## Extracted records

--------

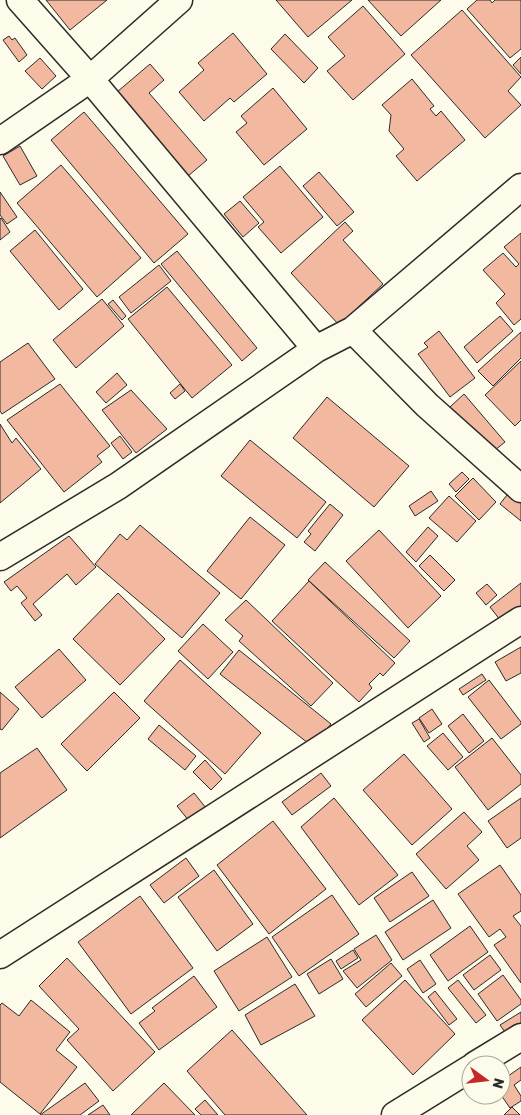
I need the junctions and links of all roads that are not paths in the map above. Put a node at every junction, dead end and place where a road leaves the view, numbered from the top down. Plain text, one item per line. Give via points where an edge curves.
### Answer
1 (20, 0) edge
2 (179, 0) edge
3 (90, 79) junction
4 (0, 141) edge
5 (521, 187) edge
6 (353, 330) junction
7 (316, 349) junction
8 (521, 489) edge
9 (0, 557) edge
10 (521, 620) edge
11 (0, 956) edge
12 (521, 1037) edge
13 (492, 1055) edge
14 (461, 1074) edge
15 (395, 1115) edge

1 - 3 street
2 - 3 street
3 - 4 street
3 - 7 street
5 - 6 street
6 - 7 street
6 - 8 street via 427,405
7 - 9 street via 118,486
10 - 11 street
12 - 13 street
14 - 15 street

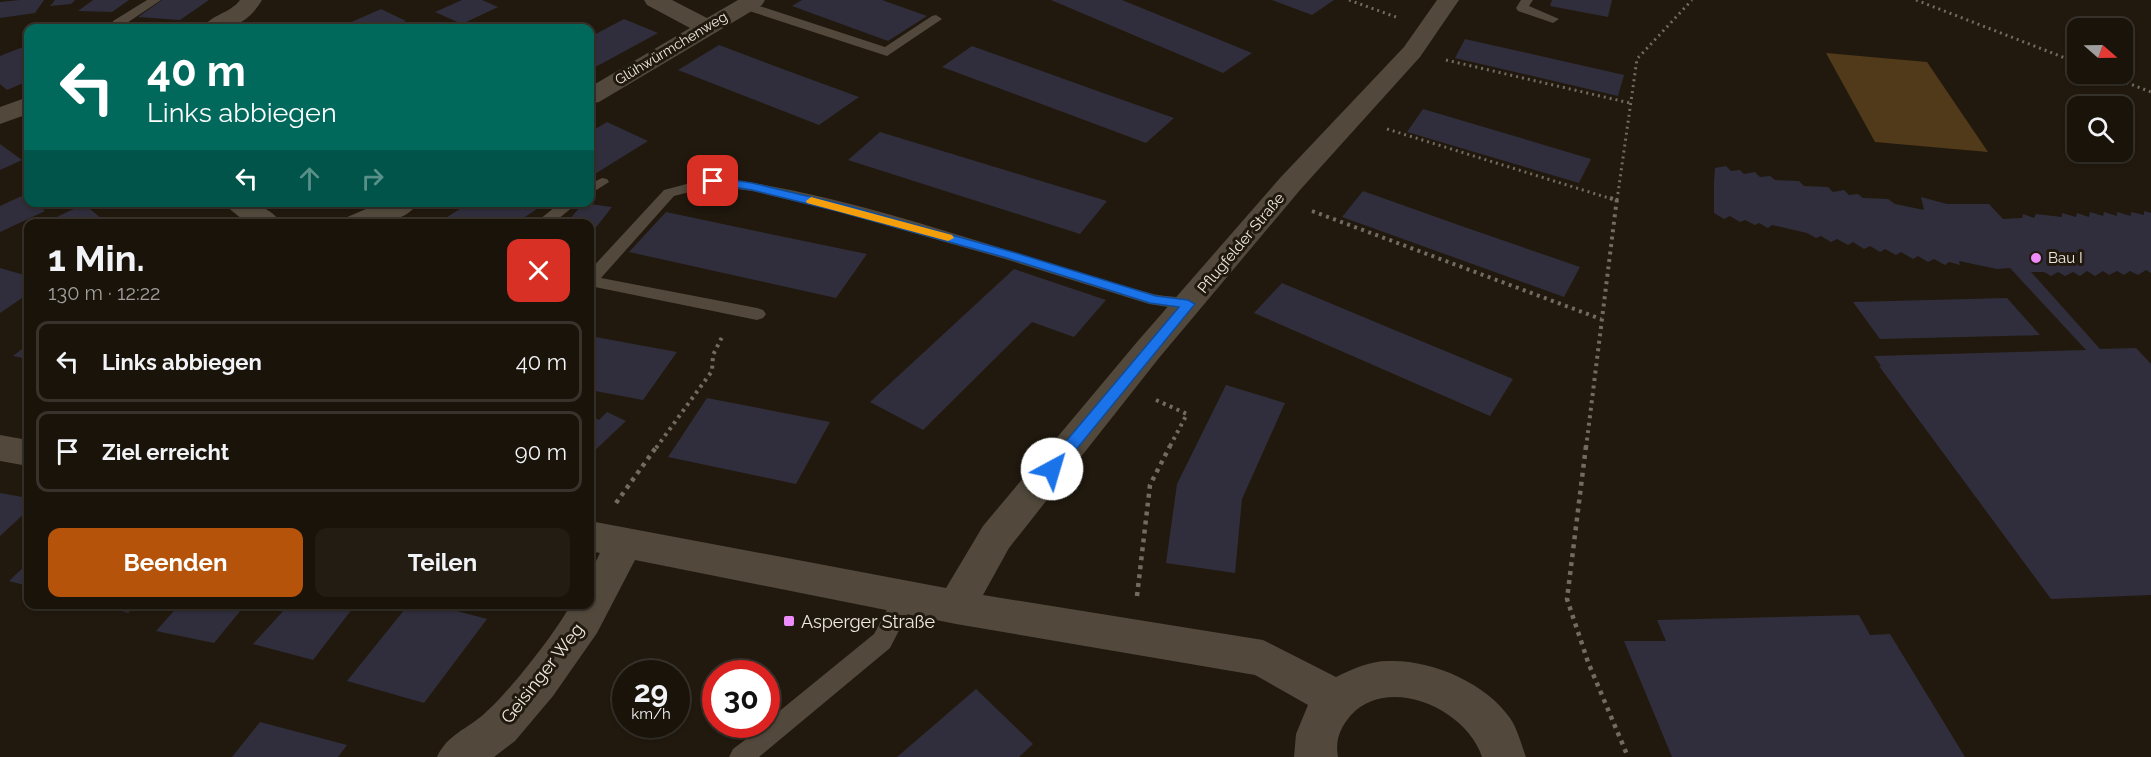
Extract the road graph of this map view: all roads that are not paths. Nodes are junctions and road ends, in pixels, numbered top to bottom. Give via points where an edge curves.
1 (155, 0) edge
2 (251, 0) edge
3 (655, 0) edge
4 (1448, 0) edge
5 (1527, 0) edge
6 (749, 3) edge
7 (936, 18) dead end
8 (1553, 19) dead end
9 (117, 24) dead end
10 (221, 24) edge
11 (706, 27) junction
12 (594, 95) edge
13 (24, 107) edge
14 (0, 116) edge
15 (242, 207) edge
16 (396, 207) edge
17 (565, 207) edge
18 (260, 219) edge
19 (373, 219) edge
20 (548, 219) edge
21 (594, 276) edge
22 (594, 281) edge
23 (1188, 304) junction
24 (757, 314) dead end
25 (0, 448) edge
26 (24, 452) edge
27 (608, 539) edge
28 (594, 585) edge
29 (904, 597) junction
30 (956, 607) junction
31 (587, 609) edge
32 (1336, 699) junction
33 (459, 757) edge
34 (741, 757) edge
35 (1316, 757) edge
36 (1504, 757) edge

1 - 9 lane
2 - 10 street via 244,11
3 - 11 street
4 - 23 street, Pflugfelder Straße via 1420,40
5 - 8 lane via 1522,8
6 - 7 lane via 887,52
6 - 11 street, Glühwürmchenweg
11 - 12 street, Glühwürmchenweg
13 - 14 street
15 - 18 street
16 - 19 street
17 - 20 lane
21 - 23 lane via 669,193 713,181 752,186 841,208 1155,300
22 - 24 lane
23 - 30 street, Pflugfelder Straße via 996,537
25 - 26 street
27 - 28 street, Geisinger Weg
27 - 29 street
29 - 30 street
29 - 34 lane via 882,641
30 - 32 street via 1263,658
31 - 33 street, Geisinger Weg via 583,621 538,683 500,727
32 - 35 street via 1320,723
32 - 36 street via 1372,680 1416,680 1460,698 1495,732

--------

## To do
Could you copy the data above exactly, leaving the pictures out?

## The answer
I need the junctions and links of all roads that are not paths in the map above. Put a node at every junction, dead end and place where a road leaves the view, numbered from the top down. Plain text, one item per line. Give via points where an edge curves.
### Answer
1 (20, 0) edge
2 (179, 0) edge
3 (90, 79) junction
4 (0, 141) edge
5 (521, 187) edge
6 (353, 330) junction
7 (316, 349) junction
8 (521, 489) edge
9 (0, 557) edge
10 (521, 620) edge
11 (0, 956) edge
12 (521, 1037) edge
13 (492, 1055) edge
14 (461, 1074) edge
15 (395, 1115) edge

1 - 3 street
2 - 3 street
3 - 4 street
3 - 7 street
5 - 6 street
6 - 7 street
6 - 8 street via 427,405
7 - 9 street via 118,486
10 - 11 street
12 - 13 street
14 - 15 street

Extract the road graph of this map view: all roads that are not paths. Nodes are junctions and road ends, in pixels, numbered top to bottom. Give via points where an edge curves.
1 (155, 0) edge
2 (251, 0) edge
3 (655, 0) edge
4 (1448, 0) edge
5 (1527, 0) edge
6 (749, 3) edge
7 (936, 18) dead end
8 (1553, 19) dead end
9 (117, 24) dead end
10 (221, 24) edge
11 (706, 27) junction
12 (594, 95) edge
13 (24, 107) edge
14 (0, 116) edge
15 (242, 207) edge
16 (396, 207) edge
17 (565, 207) edge
18 (260, 219) edge
19 (373, 219) edge
20 (548, 219) edge
21 (594, 276) edge
22 (594, 281) edge
23 (1188, 304) junction
24 (757, 314) dead end
25 (0, 448) edge
26 (24, 452) edge
27 (608, 539) edge
28 (594, 585) edge
29 (904, 597) junction
30 (956, 607) junction
31 (587, 609) edge
32 (1336, 699) junction
33 (459, 757) edge
34 (741, 757) edge
35 (1316, 757) edge
36 (1504, 757) edge

1 - 9 lane
2 - 10 street via 244,11
3 - 11 street
4 - 23 street, Pflugfelder Straße via 1420,40
5 - 8 lane via 1522,8
6 - 7 lane via 887,52
6 - 11 street, Glühwürmchenweg
11 - 12 street, Glühwürmchenweg
13 - 14 street
15 - 18 street
16 - 19 street
17 - 20 lane
21 - 23 lane via 669,193 713,181 752,186 841,208 1155,300
22 - 24 lane
23 - 30 street, Pflugfelder Straße via 996,537
25 - 26 street
27 - 28 street, Geisinger Weg
27 - 29 street
29 - 30 street
29 - 34 lane via 882,641
30 - 32 street via 1263,658
31 - 33 street, Geisinger Weg via 583,621 538,683 500,727
32 - 35 street via 1320,723
32 - 36 street via 1372,680 1416,680 1460,698 1495,732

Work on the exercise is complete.